(Records from a data collection)
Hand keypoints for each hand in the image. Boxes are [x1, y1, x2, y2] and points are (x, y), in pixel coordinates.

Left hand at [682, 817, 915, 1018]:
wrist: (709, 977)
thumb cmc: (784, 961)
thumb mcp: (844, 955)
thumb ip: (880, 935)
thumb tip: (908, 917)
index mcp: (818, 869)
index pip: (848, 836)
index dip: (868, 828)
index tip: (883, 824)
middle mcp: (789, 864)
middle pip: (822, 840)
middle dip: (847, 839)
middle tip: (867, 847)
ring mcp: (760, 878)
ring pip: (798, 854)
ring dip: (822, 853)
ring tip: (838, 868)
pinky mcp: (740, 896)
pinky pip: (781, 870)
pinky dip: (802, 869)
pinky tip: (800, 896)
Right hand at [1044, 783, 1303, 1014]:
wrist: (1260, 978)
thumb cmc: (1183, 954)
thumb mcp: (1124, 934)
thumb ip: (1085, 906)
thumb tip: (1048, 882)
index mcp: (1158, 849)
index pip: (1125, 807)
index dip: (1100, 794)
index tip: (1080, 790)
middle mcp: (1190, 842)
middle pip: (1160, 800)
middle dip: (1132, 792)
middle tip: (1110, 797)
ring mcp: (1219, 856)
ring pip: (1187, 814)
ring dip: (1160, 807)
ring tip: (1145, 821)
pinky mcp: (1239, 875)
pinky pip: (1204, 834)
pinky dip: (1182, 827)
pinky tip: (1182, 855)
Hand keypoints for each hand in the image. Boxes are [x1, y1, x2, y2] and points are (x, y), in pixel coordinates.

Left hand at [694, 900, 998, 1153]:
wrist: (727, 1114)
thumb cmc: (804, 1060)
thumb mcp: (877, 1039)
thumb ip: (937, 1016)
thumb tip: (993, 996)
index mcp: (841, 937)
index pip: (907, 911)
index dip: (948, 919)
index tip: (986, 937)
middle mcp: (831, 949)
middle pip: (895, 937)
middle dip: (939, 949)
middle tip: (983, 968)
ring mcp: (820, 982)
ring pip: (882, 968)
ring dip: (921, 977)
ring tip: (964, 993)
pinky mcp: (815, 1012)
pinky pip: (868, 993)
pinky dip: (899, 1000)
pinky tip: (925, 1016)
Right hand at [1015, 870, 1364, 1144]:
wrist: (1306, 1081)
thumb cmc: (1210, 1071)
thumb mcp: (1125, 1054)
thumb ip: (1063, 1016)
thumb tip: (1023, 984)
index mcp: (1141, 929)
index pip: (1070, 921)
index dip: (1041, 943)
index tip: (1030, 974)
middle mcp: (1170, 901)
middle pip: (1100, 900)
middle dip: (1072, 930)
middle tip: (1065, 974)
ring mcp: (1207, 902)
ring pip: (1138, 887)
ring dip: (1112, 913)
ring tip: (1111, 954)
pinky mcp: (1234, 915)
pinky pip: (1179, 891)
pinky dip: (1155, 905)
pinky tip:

(Task): Leave out every line before the one containing "index pip: (1070, 921)". Transcribe that line and all lines after it through the end of the data above, exactly.

(Response below):
index pip: (1070, 921)
index dip: (1041, 943)
index tip: (1030, 974)
middle mcp: (1170, 901)
middle pip: (1100, 900)
middle dip: (1072, 930)
middle tip: (1065, 974)
ring mcp: (1207, 902)
ring pip: (1138, 887)
ring dip: (1112, 913)
ring tip: (1111, 954)
pinky mcp: (1234, 915)
pinky pip: (1179, 891)
pinky dip: (1155, 905)
pinky tip:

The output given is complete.